FOOD FACTORS THAT INFLUENCE MOOD (excerpted from ACE Prosource  Dec. 2015)

There are numerous research studies to support the fact that foods do affect mood and temperament. Here is a list of some of the most potent and well-documented foods, nutrients and supplements that influence how we feel.

HydrationThere is no other nutrient, food or supplement that will affect the brain more profoundly than water. The brain of an adult human is approximately 78 percent water. A loss of only 1 to 2 percent of body weight as fluid, leads to reductions in the subjective perception of alertness and ability to concentrate and to increases in self-reported tiredness and headache.  Daily fluid intake recommendations are 9 to 12 cups of fluid per day for a sedentary individual in the form of fluids, non-alcoholic beverages, soups and foods. An additional 2 cups per day should be added for the following factors: illness, weight-loss dieting, activity, hot, dry or humid environments, high altitude, travel, pregnancy and lactation.

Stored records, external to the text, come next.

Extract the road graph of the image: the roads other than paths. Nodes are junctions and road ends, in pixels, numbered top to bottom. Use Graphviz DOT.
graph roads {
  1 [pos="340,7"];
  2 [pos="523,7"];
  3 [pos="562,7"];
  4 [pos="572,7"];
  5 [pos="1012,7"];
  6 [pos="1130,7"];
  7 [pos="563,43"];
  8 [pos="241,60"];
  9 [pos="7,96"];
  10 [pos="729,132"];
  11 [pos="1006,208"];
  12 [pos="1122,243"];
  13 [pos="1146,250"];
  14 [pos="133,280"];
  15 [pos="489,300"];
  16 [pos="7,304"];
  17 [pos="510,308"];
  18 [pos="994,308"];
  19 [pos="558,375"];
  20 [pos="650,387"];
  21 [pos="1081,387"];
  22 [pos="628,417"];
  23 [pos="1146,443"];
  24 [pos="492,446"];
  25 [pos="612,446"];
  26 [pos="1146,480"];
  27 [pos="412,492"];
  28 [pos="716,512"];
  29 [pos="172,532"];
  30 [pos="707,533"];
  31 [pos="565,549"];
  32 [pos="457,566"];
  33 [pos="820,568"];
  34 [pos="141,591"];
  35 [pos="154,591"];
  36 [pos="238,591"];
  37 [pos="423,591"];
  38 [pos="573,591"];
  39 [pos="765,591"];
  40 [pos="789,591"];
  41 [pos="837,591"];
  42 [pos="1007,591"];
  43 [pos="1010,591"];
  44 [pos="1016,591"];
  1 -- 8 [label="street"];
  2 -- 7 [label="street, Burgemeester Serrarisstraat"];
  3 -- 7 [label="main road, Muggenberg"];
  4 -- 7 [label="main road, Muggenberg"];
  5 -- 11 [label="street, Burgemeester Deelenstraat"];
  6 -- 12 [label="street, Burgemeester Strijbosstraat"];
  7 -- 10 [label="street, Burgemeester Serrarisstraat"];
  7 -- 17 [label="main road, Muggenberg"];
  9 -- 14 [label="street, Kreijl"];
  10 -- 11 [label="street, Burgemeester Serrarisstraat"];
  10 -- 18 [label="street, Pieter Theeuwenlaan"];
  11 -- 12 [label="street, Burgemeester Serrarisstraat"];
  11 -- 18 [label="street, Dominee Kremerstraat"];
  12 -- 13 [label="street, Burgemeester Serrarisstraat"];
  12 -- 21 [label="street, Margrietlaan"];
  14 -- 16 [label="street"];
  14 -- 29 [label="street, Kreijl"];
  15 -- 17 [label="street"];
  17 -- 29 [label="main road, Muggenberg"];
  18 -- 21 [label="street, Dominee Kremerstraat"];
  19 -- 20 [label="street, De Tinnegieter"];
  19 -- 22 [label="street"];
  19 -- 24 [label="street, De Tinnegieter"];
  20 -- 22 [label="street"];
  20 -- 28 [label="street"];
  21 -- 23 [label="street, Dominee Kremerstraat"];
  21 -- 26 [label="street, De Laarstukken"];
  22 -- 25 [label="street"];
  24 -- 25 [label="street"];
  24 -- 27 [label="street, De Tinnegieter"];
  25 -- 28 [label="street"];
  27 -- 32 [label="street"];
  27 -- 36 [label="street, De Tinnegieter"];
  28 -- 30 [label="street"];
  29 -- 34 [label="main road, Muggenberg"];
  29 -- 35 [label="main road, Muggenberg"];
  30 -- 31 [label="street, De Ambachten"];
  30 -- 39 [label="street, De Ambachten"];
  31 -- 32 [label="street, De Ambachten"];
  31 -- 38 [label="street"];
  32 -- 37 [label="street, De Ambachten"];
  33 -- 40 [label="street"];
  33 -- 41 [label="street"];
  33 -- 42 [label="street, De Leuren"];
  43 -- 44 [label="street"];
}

Carbohydrate and ProteinThe amino acid tryptophan is a building block for serotonin, the calming, feel-good brain chemical. Typically, unless you are on a protein-restricted diet, you have enough tryptophan circulating to raise serotonin levels. A lack of carbohydrate in the diet, which initiates the cascade of biochemical events that allow tryptophan to cross the blood-brain barrier and enter the brain, is the most common dietary reason for low levels of serotonin. Serotonin is also responsible for helping the body prepare for rest and sleep. Therefore, it is a combination of protein and carbohydrate that enhances mood, alertness, rest and relaxation.

Research has found that diets that include less than 40 percent of total calories from carbohydrate can increase the risk of depression in depression-prone subjects.  Furthermore, anecdotal reports of low mood and sleep disturbances are frequently reported by individuals on very-low-carbohydrate diets. When managing a carbohydrate-controlled diet, maintain total carbohydrate at or above 40 percent of total calories from carbohydrates.

Fish Oils: DHA and EPAFish oils may help ease symptoms of depression. Patients with mild-to-moderate depression have benefited from fish oil treatment. Eating three to five 4-ounce servings of fatty fish per week is also highly recommended. Fish high in oils include sardines, salmon, herring, trout, black cod, shellfish and canned tuna that contains the original fish oils.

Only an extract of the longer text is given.